A Final Programmatic Environmental Impact Statement (PEIS) released by the Department of the Interior (DOI) and Department of Energy (DOE) on Tuesday identifies 17 Solar Energy Zones (SEZs) in six southwestern states—Arizona, California, Colorado, Nevada, New Mexico, and Utah—totaling about 285,000 acres of public lands, as priority areas for utility-scale solar development.

Since 2009, the DOI has approved 17 utility-scale solar energy projects that, when built, will have a nameplate capacity of nearly 5,900 MW. The Solar PEIS will serve as a roadmap for solar energy development by establishing SEZs with access to existing or planned transmission, the fewest resource conflicts, and incentives for development within those zones, the agency said. “The blueprint’s comprehensive analysis will make for faster, better permitting of large-scale solar projects on public lands.”
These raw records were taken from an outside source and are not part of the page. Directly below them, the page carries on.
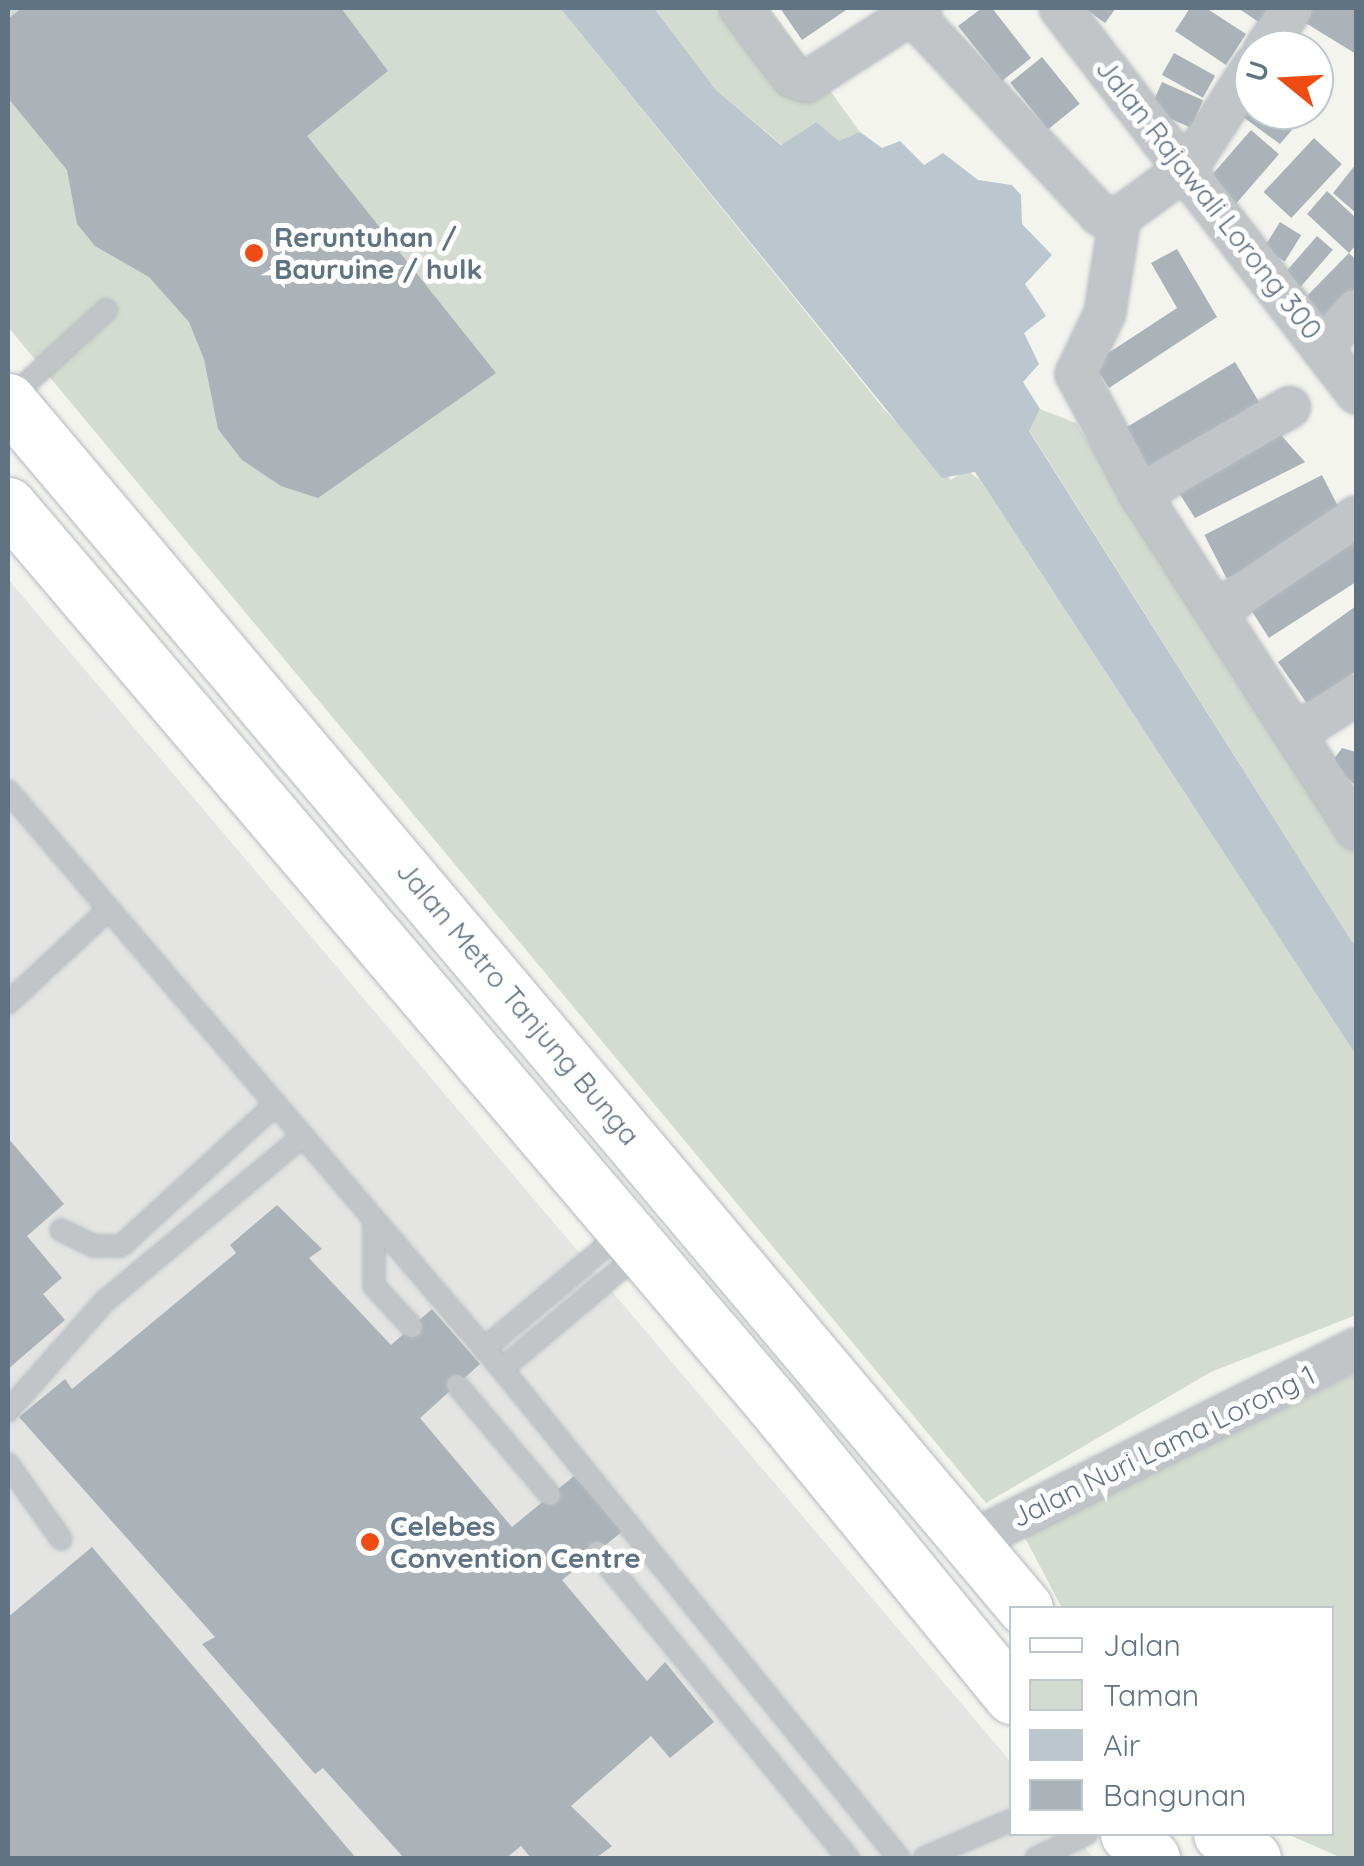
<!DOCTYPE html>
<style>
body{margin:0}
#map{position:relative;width:1364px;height:1866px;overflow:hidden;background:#f4f4ef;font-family:Quicksand,sans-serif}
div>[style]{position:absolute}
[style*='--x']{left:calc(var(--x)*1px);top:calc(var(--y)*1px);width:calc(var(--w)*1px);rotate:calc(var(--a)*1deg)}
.built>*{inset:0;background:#e4e5e3}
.green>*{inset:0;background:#d4dbd0}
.water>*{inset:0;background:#bbc7cc}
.building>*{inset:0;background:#abb3b8;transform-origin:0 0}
.roads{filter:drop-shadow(0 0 2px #b5babf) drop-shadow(0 0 2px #b5babf)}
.lane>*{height:20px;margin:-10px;padding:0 10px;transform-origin:10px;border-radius:10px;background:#c1c5c8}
.street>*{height:40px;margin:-20px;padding:0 20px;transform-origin:20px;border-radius:20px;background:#c1c5c8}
.secondary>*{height:55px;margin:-27.5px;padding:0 27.5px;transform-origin:27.5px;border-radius:27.5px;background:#fff}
.dots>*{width:28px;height:28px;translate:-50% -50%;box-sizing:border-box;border:5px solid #fff;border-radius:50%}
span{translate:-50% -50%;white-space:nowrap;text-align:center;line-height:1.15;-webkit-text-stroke:10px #fff;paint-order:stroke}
.street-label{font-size:28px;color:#607383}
.poi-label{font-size:28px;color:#607383;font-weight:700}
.left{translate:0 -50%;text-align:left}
.frame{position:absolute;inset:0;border:10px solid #607383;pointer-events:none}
.legend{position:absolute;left:1009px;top:1606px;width:325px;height:230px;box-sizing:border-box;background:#fff;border:2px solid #bfc7cd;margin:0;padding:12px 18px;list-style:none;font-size:30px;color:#607383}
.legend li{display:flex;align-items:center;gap:20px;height:50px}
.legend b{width:50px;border:2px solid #bfc7cd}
.north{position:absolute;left:1234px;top:30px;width:100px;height:100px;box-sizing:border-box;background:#fff;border:2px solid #bfc7cd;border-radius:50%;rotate:288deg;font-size:28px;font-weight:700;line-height:40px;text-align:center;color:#607383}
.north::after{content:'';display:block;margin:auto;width:35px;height:45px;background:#f04b13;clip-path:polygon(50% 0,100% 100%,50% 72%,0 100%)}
</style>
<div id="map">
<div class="built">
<i style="clip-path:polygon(8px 579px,1011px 1762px,1012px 1834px,1072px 1834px,1094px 1858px,8px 1858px)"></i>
</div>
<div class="green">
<i style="clip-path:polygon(8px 8px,560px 8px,884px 409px,951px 480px,966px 470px,980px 480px,1356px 1055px,1356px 1315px,1211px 1372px,986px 1503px,8px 327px)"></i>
<i style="clip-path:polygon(654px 8px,770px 8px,860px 132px,839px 142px,815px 122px,782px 145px,716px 90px)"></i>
<i style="clip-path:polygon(1040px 409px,1076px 423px,1356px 854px,1356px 948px,1029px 430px)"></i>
<i style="clip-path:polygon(1356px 1372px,1356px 1858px,1342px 1858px,1287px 1834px,1332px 1834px,1332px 1608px,1062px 1608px,1024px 1536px)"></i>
</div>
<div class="water">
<i style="clip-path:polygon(560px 8px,654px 8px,716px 90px,781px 145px,816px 122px,839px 141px,860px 132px,882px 148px,900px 141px,924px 165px,943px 153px,978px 180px,1012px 185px,1021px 195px,1022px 224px,1052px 255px,1025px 284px,1046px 316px,1024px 333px,1039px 364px,1023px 382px,1040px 409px,1029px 431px,1356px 948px,1356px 1055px,975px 472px,942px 478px)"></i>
</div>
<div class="building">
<i style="clip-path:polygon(22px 8px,341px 8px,388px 71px,307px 136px,496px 373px,318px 498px,281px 486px,242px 460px,218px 429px,204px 359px,189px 322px,149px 277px,95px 246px,77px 224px,67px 170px,8px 98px,8px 19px)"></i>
<i style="clip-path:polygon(780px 8px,849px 8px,802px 40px)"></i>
<i style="clip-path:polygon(982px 8px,992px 8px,1031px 58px,1002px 81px,958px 26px)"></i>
<i style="clip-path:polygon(1084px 8px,1116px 8px,1105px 23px)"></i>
<i style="clip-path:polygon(1190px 8px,1206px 8px,1246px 34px,1226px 65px,1175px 31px)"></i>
<i style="clip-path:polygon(1238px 8px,1271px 8px,1260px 23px)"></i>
<i style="clip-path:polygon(1303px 8px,1356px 8px,1356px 54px,1296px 17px)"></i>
<i style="left:1174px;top:53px;width:47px;height:25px;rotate:29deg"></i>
<i style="left:1042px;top:57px;width:60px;height:41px;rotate:51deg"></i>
<i style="clip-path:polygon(1254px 81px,1254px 110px,1304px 116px,1280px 144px,1232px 109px)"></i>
<i style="left:1162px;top:82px;width:45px;height:30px;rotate:24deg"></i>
<i style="left:1251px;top:130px;width:37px;height:65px;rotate:41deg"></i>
<i style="left:1314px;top:138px;width:38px;height:74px;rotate:43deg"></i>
<i style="clip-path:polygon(1356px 164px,1356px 213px,1333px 193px)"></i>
<i style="clip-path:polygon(1327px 191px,1356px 218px,1356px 245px,1349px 253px,1307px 214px)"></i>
<i style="left:1280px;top:222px;width:25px;height:31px;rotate:32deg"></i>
<i style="left:1317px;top:236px;width:21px;height:54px;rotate:41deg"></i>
<i style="clip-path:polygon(1177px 249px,1217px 317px,1109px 388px,1093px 363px,1177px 308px,1151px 263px)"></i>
<i style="clip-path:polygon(1349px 253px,1356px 260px,1356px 292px,1328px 321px,1305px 298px)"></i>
<i style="left:1235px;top:362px;width:54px;height:128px;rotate:59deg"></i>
<i style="clip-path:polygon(1271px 424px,1305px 462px,1195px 518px,1174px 485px)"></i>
<i style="left:1322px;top:475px;width:49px;height:132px;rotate:63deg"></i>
<i style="clip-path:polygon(1350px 532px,1356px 543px,1356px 582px,1269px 638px,1244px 599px)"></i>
<i style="clip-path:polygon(1356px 606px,1356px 671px,1308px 705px,1278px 662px)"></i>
<i style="clip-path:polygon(1342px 748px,1356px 752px,1356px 786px,1331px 763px)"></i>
<i style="clip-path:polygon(8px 1138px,64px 1204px,27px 1236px,62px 1278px,43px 1294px,65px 1320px,8px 1369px)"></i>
<i style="clip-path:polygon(277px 1205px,322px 1249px,309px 1258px,391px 1345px,432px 1309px,480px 1364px,420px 1418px,512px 1527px,574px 1476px,623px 1531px,562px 1580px,647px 1681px,665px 1662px,714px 1722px,670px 1758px,651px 1736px,571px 1806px,612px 1846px,596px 1858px,531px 1858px,521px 1846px,506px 1858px,404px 1858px,323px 1768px,315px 1774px,202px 1644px,215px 1637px,19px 1417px,65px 1379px,72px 1389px,236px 1253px,230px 1245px)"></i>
<i style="clip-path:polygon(92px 1547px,356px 1858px,8px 1858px,8px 1617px)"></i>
</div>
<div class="roads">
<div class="lane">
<i style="--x:9;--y:399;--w:132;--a:-42.5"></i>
<i style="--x:8;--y:791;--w:760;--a:49.48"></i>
<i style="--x:502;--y:1369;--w:630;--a:50.93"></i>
<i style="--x:8;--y:1003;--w:137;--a:-42.9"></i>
<i style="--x:374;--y:1221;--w:65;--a:90"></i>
<i style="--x:374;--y:1286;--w:56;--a:47.2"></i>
<i style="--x:61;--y:1230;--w:37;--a:26"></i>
<i style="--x:94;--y:1246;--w:27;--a:0"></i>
<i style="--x:121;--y:1246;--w:209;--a:-42.5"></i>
<i style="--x:484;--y:1349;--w:182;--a:-40.1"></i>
<i style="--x:502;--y:1369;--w:182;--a:-40.1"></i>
<i style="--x:457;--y:1385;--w:144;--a:49.8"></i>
<i style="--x:8;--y:1411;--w:147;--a:-48.6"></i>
<i style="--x:105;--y:1301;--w:256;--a:-39.8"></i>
<i style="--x:8;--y:1464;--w:92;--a:54.8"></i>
<i style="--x:597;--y:1552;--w:396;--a:50.6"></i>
<i style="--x:924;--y:1858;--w:96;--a:-23.4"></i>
<i style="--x:1036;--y:1858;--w:56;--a:-25.2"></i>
</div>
<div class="street">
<i style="--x:740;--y:8;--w:86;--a:53"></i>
<i style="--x:792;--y:77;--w:15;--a:20"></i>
<i style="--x:806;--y:82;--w:137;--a:-32.8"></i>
<i style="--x:1060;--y:8;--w:486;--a:52.4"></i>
<i style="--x:913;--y:15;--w:274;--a:46.9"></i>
<i style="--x:1100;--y:215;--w:20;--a:6"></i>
<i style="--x:1120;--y:217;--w:84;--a:-36.3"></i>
<i style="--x:1188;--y:167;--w:121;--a:-57.1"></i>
<i style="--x:1264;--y:50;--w:50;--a:-56.3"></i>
<i style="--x:1120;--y:217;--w:97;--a:98.9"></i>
<i style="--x:1105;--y:313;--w:68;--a:115.4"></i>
<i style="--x:1076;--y:374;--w:136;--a:61.9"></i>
<i style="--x:1140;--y:494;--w:399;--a:57.2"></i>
<i style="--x:1323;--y:346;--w:49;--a:-47.5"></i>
<i style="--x:1140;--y:494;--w:173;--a:-30.1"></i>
<i style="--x:1217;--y:611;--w:168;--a:-34.1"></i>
<i style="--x:1314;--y:722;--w:50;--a:-32.7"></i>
<i style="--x:970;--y:1542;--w:432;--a:-26.6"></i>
</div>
<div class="secondary">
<i style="--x:8;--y:401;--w:1578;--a:49.88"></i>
<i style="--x:8;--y:505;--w:1179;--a:49.61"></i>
<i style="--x:772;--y:1403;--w:379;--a:50.7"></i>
<i style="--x:1128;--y:1834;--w:34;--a:45"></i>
<i style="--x:1221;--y:1834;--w:40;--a:37"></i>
</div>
</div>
<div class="dots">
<i style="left:254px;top:253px;background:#f04b13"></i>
<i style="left:370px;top:1542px;background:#f04b13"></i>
</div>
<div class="street-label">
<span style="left:1209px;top:199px;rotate:52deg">Jalan Rajawali Lorong 300</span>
<span style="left:518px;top:1003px;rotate:50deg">Jalan Metro Tanjung Bunga</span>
<span style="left:1163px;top:1446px;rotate:-26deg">Jalan Nuri Lama Lorong 1</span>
</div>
<div class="poi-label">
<span class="left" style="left:274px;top:253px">Reruntuhan /<br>Bauruine / hulk</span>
<span class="left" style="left:390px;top:1542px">Celebes<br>Convention Centre</span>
</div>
<div class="frame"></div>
<ul class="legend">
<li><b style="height:12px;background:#fff"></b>Jalan</li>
<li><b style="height:28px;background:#d4dbd0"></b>Taman</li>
<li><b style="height:28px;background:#bbc7cc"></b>Air</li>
<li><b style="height:28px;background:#abb3b8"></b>Bangunan</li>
</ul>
<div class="north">U</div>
</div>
To date, the Solar PEIS planning effort has focused on identifying locations on Bureau of Land Management (BLM) lands that are most suitable for solar energy development, areas that are characterized by excellent solar resources, good energy transmission potential, and relatively low conflict with biological, cultural, and historic resources.

The Final PEIS identifies 17 Solar Energy Zones, with the potential for additional zones through ongoing and future regional planning processes. The blueprint also allows for utility-scale solar development on approximately 19 million acres in “variance” areas lying outside of identified SEZs. The Final PEIS estimates total development of 23,700 MW from the 17 zones and the variance areas.

In support of more detailed system-level analyses of transmission needs, the BLM is engaged in ongoing transmission planning efforts, including through the Transmission Expansion Planning Policy Committee and the Western Electricity Coordination Council’s transmission study.

The July 27 Federal Register Notice of Availability for the Final PEIS will begin a 30-day protest period, after which DOI Secretary Ken Salazar may consider adopting the document through a Record of Decision.

The BLM released the Draft Solar PEIS in December 2010, and in response to the more than 80,000 comments received from cooperating agencies and key stakeholders, issued a Supplement to the Draft Solar PEIS in October 2011.